Collected data:
------------------------

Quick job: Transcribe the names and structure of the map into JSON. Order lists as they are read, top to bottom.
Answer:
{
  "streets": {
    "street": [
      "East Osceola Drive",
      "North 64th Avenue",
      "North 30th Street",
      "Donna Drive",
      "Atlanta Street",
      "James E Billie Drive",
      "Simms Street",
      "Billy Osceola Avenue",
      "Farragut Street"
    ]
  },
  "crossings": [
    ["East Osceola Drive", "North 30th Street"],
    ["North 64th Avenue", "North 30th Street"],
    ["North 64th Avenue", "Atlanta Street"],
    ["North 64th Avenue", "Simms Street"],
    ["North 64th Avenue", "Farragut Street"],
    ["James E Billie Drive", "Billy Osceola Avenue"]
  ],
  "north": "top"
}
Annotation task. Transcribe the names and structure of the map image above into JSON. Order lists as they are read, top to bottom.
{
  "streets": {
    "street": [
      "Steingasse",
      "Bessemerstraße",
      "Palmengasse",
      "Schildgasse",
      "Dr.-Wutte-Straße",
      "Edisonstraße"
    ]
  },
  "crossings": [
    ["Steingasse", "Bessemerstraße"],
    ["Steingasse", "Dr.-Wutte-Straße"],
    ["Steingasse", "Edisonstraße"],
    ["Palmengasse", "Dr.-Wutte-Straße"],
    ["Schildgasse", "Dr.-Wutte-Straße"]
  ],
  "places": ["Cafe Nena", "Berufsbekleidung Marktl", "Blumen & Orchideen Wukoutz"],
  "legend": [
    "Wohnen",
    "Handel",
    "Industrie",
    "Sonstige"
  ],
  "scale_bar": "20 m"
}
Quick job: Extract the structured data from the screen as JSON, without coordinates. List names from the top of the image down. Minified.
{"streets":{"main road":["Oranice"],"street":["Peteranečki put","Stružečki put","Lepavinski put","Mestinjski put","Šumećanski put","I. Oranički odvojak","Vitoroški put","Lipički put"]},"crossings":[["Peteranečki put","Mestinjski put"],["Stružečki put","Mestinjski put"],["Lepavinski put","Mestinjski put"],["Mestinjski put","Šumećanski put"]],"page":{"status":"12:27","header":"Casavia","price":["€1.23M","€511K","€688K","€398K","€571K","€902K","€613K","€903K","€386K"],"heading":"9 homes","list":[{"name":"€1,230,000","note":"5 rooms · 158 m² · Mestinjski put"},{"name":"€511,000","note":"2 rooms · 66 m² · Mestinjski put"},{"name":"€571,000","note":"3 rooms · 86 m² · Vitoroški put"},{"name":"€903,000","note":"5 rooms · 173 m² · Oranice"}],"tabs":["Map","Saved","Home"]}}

------------------------

Exercise
Reproduce all the entries verbatim, leaving nothing out.

Response to the task
Quick job: Transcribe the names and structure of the map into JSON. Order lists as they are read, top to bottom.
Answer:
{
  "streets": {
    "street": [
      "East Osceola Drive",
      "North 64th Avenue",
      "North 30th Street",
      "Donna Drive",
      "Atlanta Street",
      "James E Billie Drive",
      "Simms Street",
      "Billy Osceola Avenue",
      "Farragut Street"
    ]
  },
  "crossings": [
    ["East Osceola Drive", "North 30th Street"],
    ["North 64th Avenue", "North 30th Street"],
    ["North 64th Avenue", "Atlanta Street"],
    ["North 64th Avenue", "Simms Street"],
    ["North 64th Avenue", "Farragut Street"],
    ["James E Billie Drive", "Billy Osceola Avenue"]
  ],
  "north": "top"
}
Annotation task. Transcribe the names and structure of the map image above into JSON. Order lists as they are read, top to bottom.
{
  "streets": {
    "street": [
      "Steingasse",
      "Bessemerstraße",
      "Palmengasse",
      "Schildgasse",
      "Dr.-Wutte-Straße",
      "Edisonstraße"
    ]
  },
  "crossings": [
    ["Steingasse", "Bessemerstraße"],
    ["Steingasse", "Dr.-Wutte-Straße"],
    ["Steingasse", "Edisonstraße"],
    ["Palmengasse", "Dr.-Wutte-Straße"],
    ["Schildgasse", "Dr.-Wutte-Straße"]
  ],
  "places": ["Cafe Nena", "Berufsbekleidung Marktl", "Blumen & Orchideen Wukoutz"],
  "legend": [
    "Wohnen",
    "Handel",
    "Industrie",
    "Sonstige"
  ],
  "scale_bar": "20 m"
}
Quick job: Extract the structured data from the screen as JSON, without coordinates. List names from the top of the image down. Minified.
{"streets":{"main road":["Oranice"],"street":["Peteranečki put","Stružečki put","Lepavinski put","Mestinjski put","Šumećanski put","I. Oranički odvojak","Vitoroški put","Lipički put"]},"crossings":[["Peteranečki put","Mestinjski put"],["Stružečki put","Mestinjski put"],["Lepavinski put","Mestinjski put"],["Mestinjski put","Šumećanski put"]],"page":{"status":"12:27","header":"Casavia","price":["€1.23M","€511K","€688K","€398K","€571K","€902K","€613K","€903K","€386K"],"heading":"9 homes","list":[{"name":"€1,230,000","note":"5 rooms · 158 m² · Mestinjski put"},{"name":"€511,000","note":"2 rooms · 66 m² · Mestinjski put"},{"name":"€571,000","note":"3 rooms · 86 m² · Vitoroški put"},{"name":"€903,000","note":"5 rooms · 173 m² · Oranice"}],"tabs":["Map","Saved","Home"]}}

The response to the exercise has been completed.